[EXERCISE] Your job is to reproduce all of the data exactly.

[SUPPLIED MATERIAL]
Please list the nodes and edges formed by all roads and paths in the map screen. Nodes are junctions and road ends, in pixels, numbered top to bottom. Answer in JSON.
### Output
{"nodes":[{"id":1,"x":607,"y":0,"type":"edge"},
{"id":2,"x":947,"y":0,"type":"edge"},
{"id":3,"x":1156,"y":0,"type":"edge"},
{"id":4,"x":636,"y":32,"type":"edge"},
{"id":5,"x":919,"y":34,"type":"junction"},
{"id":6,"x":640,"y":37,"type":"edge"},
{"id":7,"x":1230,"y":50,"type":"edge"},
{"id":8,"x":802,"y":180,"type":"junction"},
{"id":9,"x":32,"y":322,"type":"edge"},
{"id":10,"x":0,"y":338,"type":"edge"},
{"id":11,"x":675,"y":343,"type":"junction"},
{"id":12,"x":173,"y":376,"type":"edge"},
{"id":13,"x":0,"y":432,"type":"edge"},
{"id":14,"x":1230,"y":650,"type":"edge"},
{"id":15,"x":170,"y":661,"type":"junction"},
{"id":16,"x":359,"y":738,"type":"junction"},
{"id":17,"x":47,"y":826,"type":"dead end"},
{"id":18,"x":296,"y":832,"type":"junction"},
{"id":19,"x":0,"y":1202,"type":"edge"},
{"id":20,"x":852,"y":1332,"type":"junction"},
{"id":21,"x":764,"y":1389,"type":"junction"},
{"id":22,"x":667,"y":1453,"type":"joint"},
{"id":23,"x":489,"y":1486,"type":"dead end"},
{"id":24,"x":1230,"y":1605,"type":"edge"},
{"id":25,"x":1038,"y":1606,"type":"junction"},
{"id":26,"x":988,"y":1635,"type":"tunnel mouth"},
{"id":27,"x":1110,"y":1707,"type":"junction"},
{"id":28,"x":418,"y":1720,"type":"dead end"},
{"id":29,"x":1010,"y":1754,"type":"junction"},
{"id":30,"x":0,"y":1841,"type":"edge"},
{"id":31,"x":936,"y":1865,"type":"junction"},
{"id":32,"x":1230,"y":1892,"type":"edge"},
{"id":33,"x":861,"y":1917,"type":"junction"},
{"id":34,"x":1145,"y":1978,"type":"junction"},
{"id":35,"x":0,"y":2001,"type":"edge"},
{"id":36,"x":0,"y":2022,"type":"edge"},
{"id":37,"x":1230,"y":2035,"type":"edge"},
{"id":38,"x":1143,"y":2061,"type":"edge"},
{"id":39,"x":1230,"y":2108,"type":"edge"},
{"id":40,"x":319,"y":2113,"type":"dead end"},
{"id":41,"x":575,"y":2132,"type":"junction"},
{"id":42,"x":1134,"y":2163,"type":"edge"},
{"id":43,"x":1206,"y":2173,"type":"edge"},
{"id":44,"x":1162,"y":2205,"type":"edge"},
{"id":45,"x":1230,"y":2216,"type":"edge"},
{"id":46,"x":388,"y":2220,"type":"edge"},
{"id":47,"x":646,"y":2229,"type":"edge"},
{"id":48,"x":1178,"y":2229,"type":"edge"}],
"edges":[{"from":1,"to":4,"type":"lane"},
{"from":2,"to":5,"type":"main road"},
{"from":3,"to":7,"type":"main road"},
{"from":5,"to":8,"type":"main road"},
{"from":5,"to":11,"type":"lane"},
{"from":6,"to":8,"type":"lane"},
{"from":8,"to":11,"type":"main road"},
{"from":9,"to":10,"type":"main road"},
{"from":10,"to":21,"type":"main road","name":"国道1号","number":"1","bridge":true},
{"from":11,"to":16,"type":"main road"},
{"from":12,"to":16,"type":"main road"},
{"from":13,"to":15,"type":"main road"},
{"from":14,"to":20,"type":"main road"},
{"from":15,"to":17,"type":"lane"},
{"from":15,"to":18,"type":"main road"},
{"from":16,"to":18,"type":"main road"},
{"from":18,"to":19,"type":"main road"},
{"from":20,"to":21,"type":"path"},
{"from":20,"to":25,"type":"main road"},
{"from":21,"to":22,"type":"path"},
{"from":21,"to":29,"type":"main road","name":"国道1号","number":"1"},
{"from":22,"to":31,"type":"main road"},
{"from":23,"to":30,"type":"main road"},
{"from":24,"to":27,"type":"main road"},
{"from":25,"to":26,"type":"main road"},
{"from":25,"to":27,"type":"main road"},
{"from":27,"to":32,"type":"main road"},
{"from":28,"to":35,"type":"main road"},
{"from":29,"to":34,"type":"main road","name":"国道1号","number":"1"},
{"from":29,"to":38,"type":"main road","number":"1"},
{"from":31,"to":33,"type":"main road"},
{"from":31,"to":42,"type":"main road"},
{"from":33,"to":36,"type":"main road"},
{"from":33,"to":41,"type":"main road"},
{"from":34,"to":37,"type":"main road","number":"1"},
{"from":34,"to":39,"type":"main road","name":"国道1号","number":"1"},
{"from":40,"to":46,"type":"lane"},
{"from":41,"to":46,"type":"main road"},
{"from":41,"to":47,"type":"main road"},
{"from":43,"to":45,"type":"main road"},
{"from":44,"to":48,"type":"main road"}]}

[FINISHED TASK]
Please list the nodes and edges formed by all roads and paths in the map screen. Nodes are junctions and road ends, in pixels, numbered top to bottom. Answer in JSON.
### Output
{"nodes":[{"id":1,"x":607,"y":0,"type":"edge"},
{"id":2,"x":947,"y":0,"type":"edge"},
{"id":3,"x":1156,"y":0,"type":"edge"},
{"id":4,"x":636,"y":32,"type":"edge"},
{"id":5,"x":919,"y":34,"type":"junction"},
{"id":6,"x":640,"y":37,"type":"edge"},
{"id":7,"x":1230,"y":50,"type":"edge"},
{"id":8,"x":802,"y":180,"type":"junction"},
{"id":9,"x":32,"y":322,"type":"edge"},
{"id":10,"x":0,"y":338,"type":"edge"},
{"id":11,"x":675,"y":343,"type":"junction"},
{"id":12,"x":173,"y":376,"type":"edge"},
{"id":13,"x":0,"y":432,"type":"edge"},
{"id":14,"x":1230,"y":650,"type":"edge"},
{"id":15,"x":170,"y":661,"type":"junction"},
{"id":16,"x":359,"y":738,"type":"junction"},
{"id":17,"x":47,"y":826,"type":"dead end"},
{"id":18,"x":296,"y":832,"type":"junction"},
{"id":19,"x":0,"y":1202,"type":"edge"},
{"id":20,"x":852,"y":1332,"type":"junction"},
{"id":21,"x":764,"y":1389,"type":"junction"},
{"id":22,"x":667,"y":1453,"type":"joint"},
{"id":23,"x":489,"y":1486,"type":"dead end"},
{"id":24,"x":1230,"y":1605,"type":"edge"},
{"id":25,"x":1038,"y":1606,"type":"junction"},
{"id":26,"x":988,"y":1635,"type":"tunnel mouth"},
{"id":27,"x":1110,"y":1707,"type":"junction"},
{"id":28,"x":418,"y":1720,"type":"dead end"},
{"id":29,"x":1010,"y":1754,"type":"junction"},
{"id":30,"x":0,"y":1841,"type":"edge"},
{"id":31,"x":936,"y":1865,"type":"junction"},
{"id":32,"x":1230,"y":1892,"type":"edge"},
{"id":33,"x":861,"y":1917,"type":"junction"},
{"id":34,"x":1145,"y":1978,"type":"junction"},
{"id":35,"x":0,"y":2001,"type":"edge"},
{"id":36,"x":0,"y":2022,"type":"edge"},
{"id":37,"x":1230,"y":2035,"type":"edge"},
{"id":38,"x":1143,"y":2061,"type":"edge"},
{"id":39,"x":1230,"y":2108,"type":"edge"},
{"id":40,"x":319,"y":2113,"type":"dead end"},
{"id":41,"x":575,"y":2132,"type":"junction"},
{"id":42,"x":1134,"y":2163,"type":"edge"},
{"id":43,"x":1206,"y":2173,"type":"edge"},
{"id":44,"x":1162,"y":2205,"type":"edge"},
{"id":45,"x":1230,"y":2216,"type":"edge"},
{"id":46,"x":388,"y":2220,"type":"edge"},
{"id":47,"x":646,"y":2229,"type":"edge"},
{"id":48,"x":1178,"y":2229,"type":"edge"}],
"edges":[{"from":1,"to":4,"type":"lane"},
{"from":2,"to":5,"type":"main road"},
{"from":3,"to":7,"type":"main road"},
{"from":5,"to":8,"type":"main road"},
{"from":5,"to":11,"type":"lane"},
{"from":6,"to":8,"type":"lane"},
{"from":8,"to":11,"type":"main road"},
{"from":9,"to":10,"type":"main road"},
{"from":10,"to":21,"type":"main road","name":"国道1号","number":"1","bridge":true},
{"from":11,"to":16,"type":"main road"},
{"from":12,"to":16,"type":"main road"},
{"from":13,"to":15,"type":"main road"},
{"from":14,"to":20,"type":"main road"},
{"from":15,"to":17,"type":"lane"},
{"from":15,"to":18,"type":"main road"},
{"from":16,"to":18,"type":"main road"},
{"from":18,"to":19,"type":"main road"},
{"from":20,"to":21,"type":"path"},
{"from":20,"to":25,"type":"main road"},
{"from":21,"to":22,"type":"path"},
{"from":21,"to":29,"type":"main road","name":"国道1号","number":"1"},
{"from":22,"to":31,"type":"main road"},
{"from":23,"to":30,"type":"main road"},
{"from":24,"to":27,"type":"main road"},
{"from":25,"to":26,"type":"main road"},
{"from":25,"to":27,"type":"main road"},
{"from":27,"to":32,"type":"main road"},
{"from":28,"to":35,"type":"main road"},
{"from":29,"to":34,"type":"main road","name":"国道1号","number":"1"},
{"from":29,"to":38,"type":"main road","number":"1"},
{"from":31,"to":33,"type":"main road"},
{"from":31,"to":42,"type":"main road"},
{"from":33,"to":36,"type":"main road"},
{"from":33,"to":41,"type":"main road"},
{"from":34,"to":37,"type":"main road","number":"1"},
{"from":34,"to":39,"type":"main road","name":"国道1号","number":"1"},
{"from":40,"to":46,"type":"lane"},
{"from":41,"to":46,"type":"main road"},
{"from":41,"to":47,"type":"main road"},
{"from":43,"to":45,"type":"main road"},
{"from":44,"to":48,"type":"main road"}]}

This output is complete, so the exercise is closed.